House Republicans examine federal election funds awarded to Biden-linked firm
Three House Republican leaders on Thursday raised questions about oversight of federal election funds awarded by California to a firm linked to now-President Biden in the months ahead of the election.
House Oversight and Reform Committee ranking member James Comer (R-Ky.), House Administration Committee ranking member Rodney Davis (R-Ill.) and Rep. Jody Hice (R-Ga.), the ranking member of the House Oversight and Reform Committee’s government affairs panel, sent a letter to Election Assistance Commission (EAC) Chairman Donald Palmer questioning EAC’s oversight of the funds, as part of a larger House investigation into the funding decision.
The California Secretary of State’s Office awarded $35 million to SKDK (formerly SKD Knickerbocker) for a voter education campaign last year. These funds were a portion of the $825 million in federal grant funds distributed by the EAC to states in the lead up to the 2020 elections.
According to The Associated Press, SKDK at one point included a note on its website stating it was “proud to be a part of Team Biden,” and its managing director is a former senior strategist on the Biden campaign.
Comer strongly criticized the EAC for its oversight of the funds in a statement provided to The Hill on Thursday.
“We’ve uncovered a highly questionable contract awarded to a pro-Biden firm to contact voters,” Comer said.
“To date, the agency and its Inspector General have refused to take action. This raises serious concerns about additional, potentially uncovered, improper spending. Congress must hold the EAC accountable for the distribution of taxpayer dollars and ensure its procedures work in the best interest of the American people—that includes returning unused grant money to the Treasury,” he said.
The House Republicans accused the EAC of being unable to oversee the contract for $35 million, with the lawmakers raising concerns that the agency would have difficulty disbursing the $825 million appropriated by Congress to states to shore up elections over the course of 2020.
They particularly pointed to concerns that the agency’s Office of Inspector General (OIG) had not yet requested records from California on how the funds were used.
“While it appears the EAC acted quickly and efficiently to disburse grant money, given the OIG’s inability to oversee a single contract worth $35 million, we are concerned about what policies and procedures EAC has in place to oversee the $825 million in grant money it awarded last year,” the lawmakers wrote in the letter to EAC.

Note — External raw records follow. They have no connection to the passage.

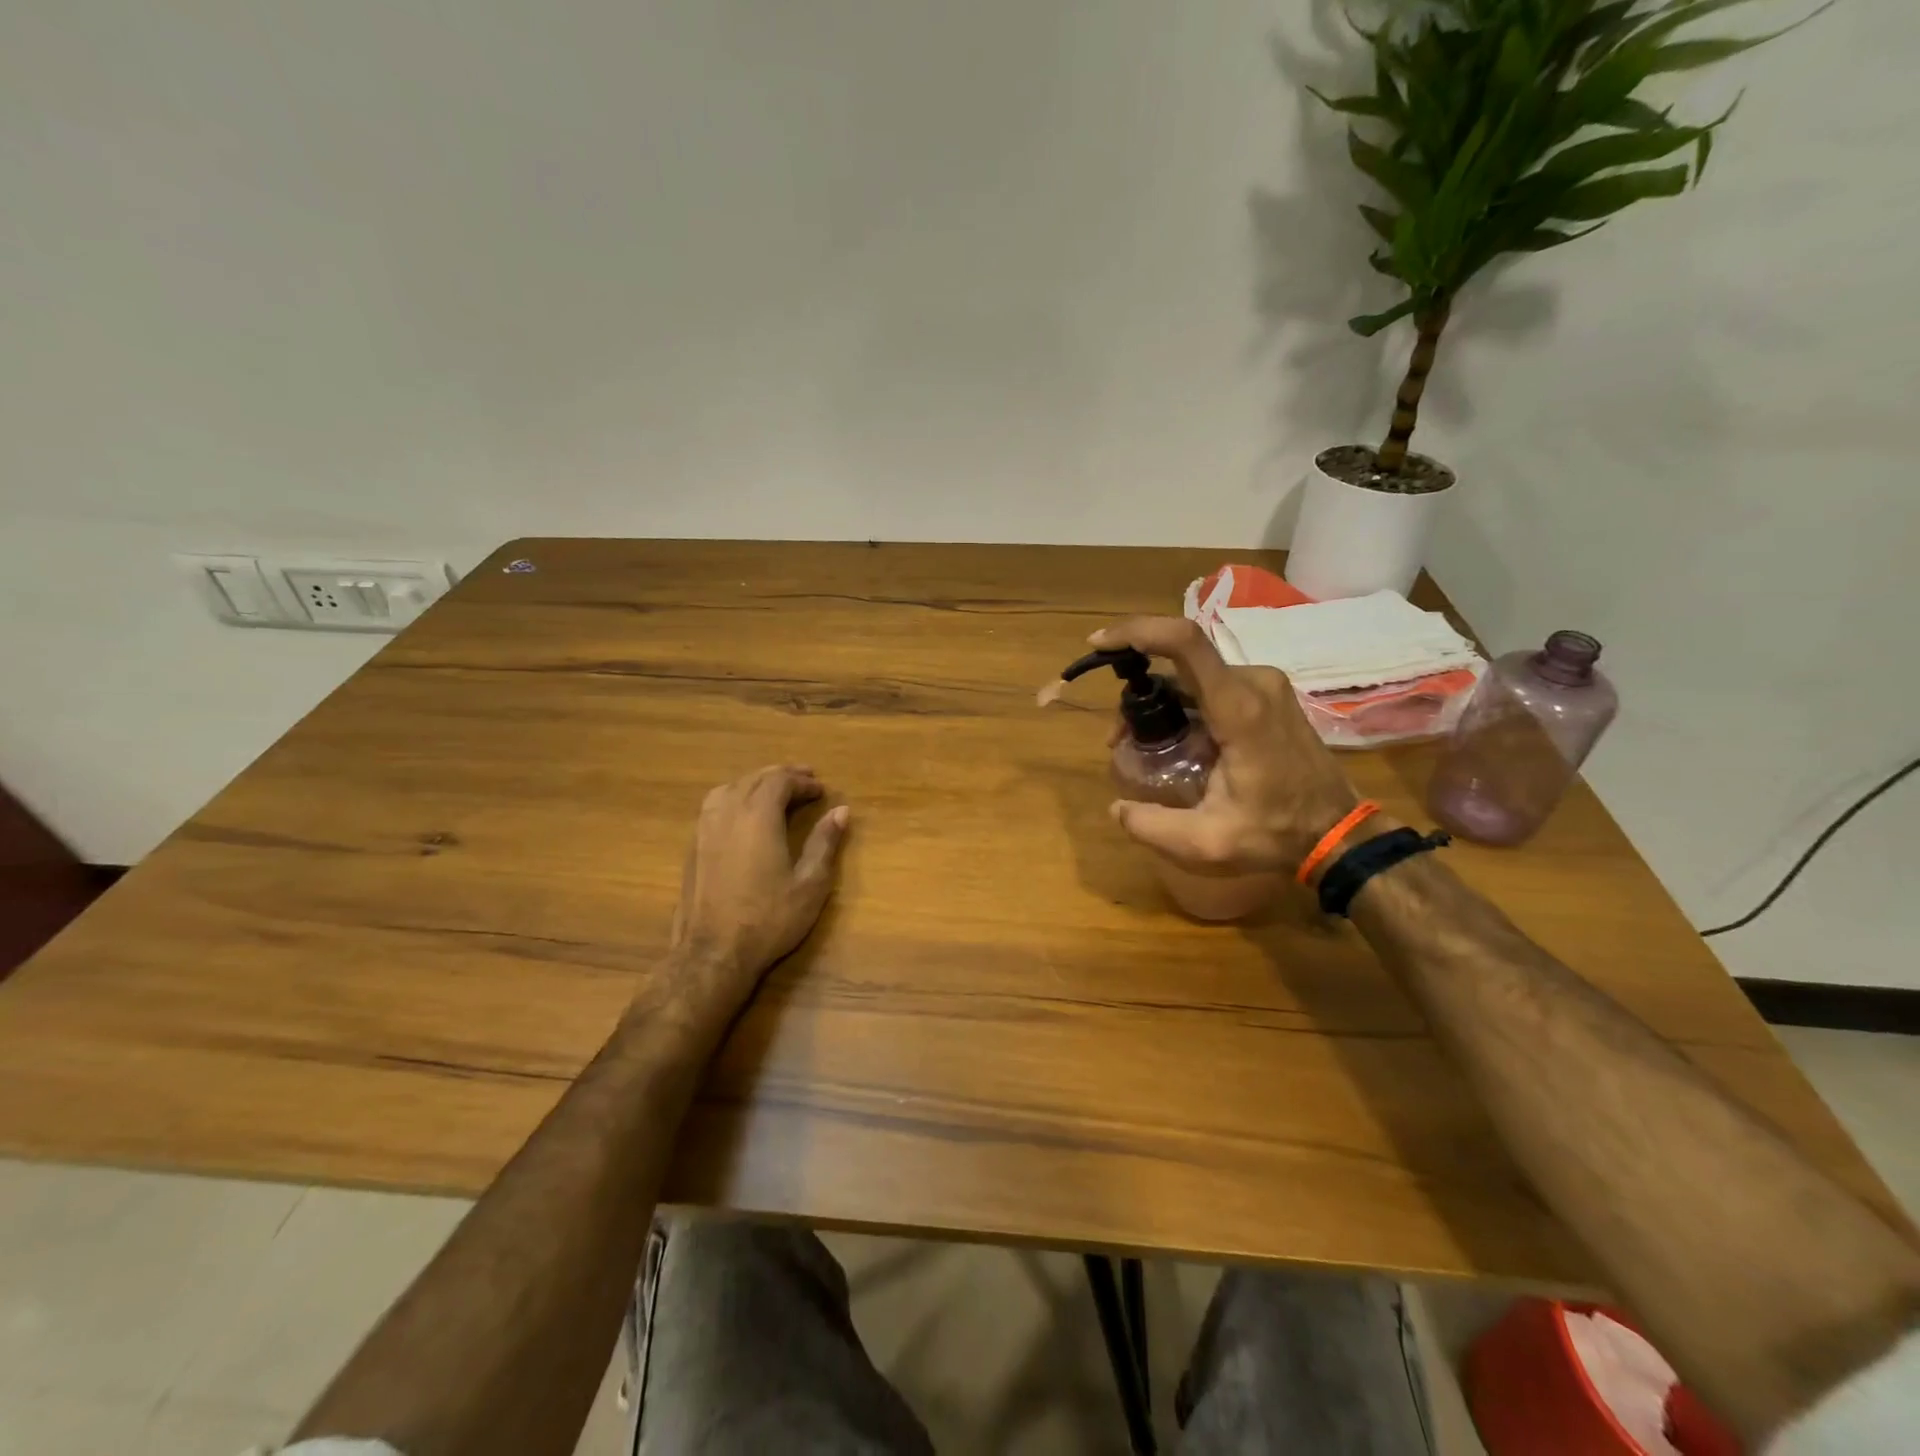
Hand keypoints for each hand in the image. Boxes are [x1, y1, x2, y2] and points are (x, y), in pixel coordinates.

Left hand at [666, 765, 849, 1019]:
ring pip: (729, 787)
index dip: (802, 781)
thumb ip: (825, 842)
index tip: (821, 790)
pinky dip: (734, 796)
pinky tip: (743, 813)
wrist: (713, 954)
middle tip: (804, 779)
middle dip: (781, 775)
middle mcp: (727, 813)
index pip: (780, 781)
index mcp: (757, 817)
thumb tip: (841, 811)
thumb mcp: (810, 884)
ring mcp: (704, 829)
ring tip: (773, 790)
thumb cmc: (768, 919)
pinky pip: (714, 805)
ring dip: (754, 783)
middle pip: (754, 779)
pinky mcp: (692, 847)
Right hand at [1089, 617, 1358, 873]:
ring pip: (1195, 674)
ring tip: (1144, 744)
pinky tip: (1179, 740)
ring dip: (1161, 700)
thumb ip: (1153, 827)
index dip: (1137, 632)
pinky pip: (1213, 684)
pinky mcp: (1270, 693)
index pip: (1185, 643)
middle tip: (1119, 738)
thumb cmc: (1275, 833)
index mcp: (1239, 709)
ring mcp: (1266, 685)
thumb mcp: (1208, 843)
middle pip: (1179, 663)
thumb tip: (1116, 807)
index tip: (1100, 644)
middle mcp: (1254, 683)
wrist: (1338, 833)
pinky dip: (1184, 703)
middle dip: (1139, 691)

“We are also interested in learning more about how the EAC plans to balance overseeing whether grant money was spent properly with ensuring that unspent funds are returned to the U.S. Treasury in a timely manner,” they added.
The three Republican leaders asked the EAC to schedule a briefing no later than March 25 with Republican staff to discuss the funds.
The EAC did not immediately respond to The Hill’s request for comment on the letter.
The letter to the EAC comes months after Comer, Davis and Hice launched an investigation into the contract with SKDK, approved by former Secretary of State Alex Padilla.
The Los Angeles Times reported last month that California Gov. Gavin Newsom (D) had signed into law legislation that allowed the state to pay SKDK with state and federal funds for launching a voter education campaign.
Republicans and other critics have harshly criticized the deal, according to the LA Times, primarily due to a smaller bidding pool for the contract, and the firm’s ties to the Biden campaign.
Hice criticized the EAC for not opening an investigation into the use of the election funds in California.
“Federal taxpayer dollars should be used in the interest of all Americans, not to benefit one candidate or political party over another,” Hice said in a separate statement. “Folks deserve to know why their hard-earned money was funneled into a California political operation firmly backing Joe Biden’s campaign.”
“We have been pushing for months to get the Elections Assistance Commission and the Inspector General to take this seriously, but they refuse to even open an investigation,” he added. “We will not allow this to be slipped under the rug.”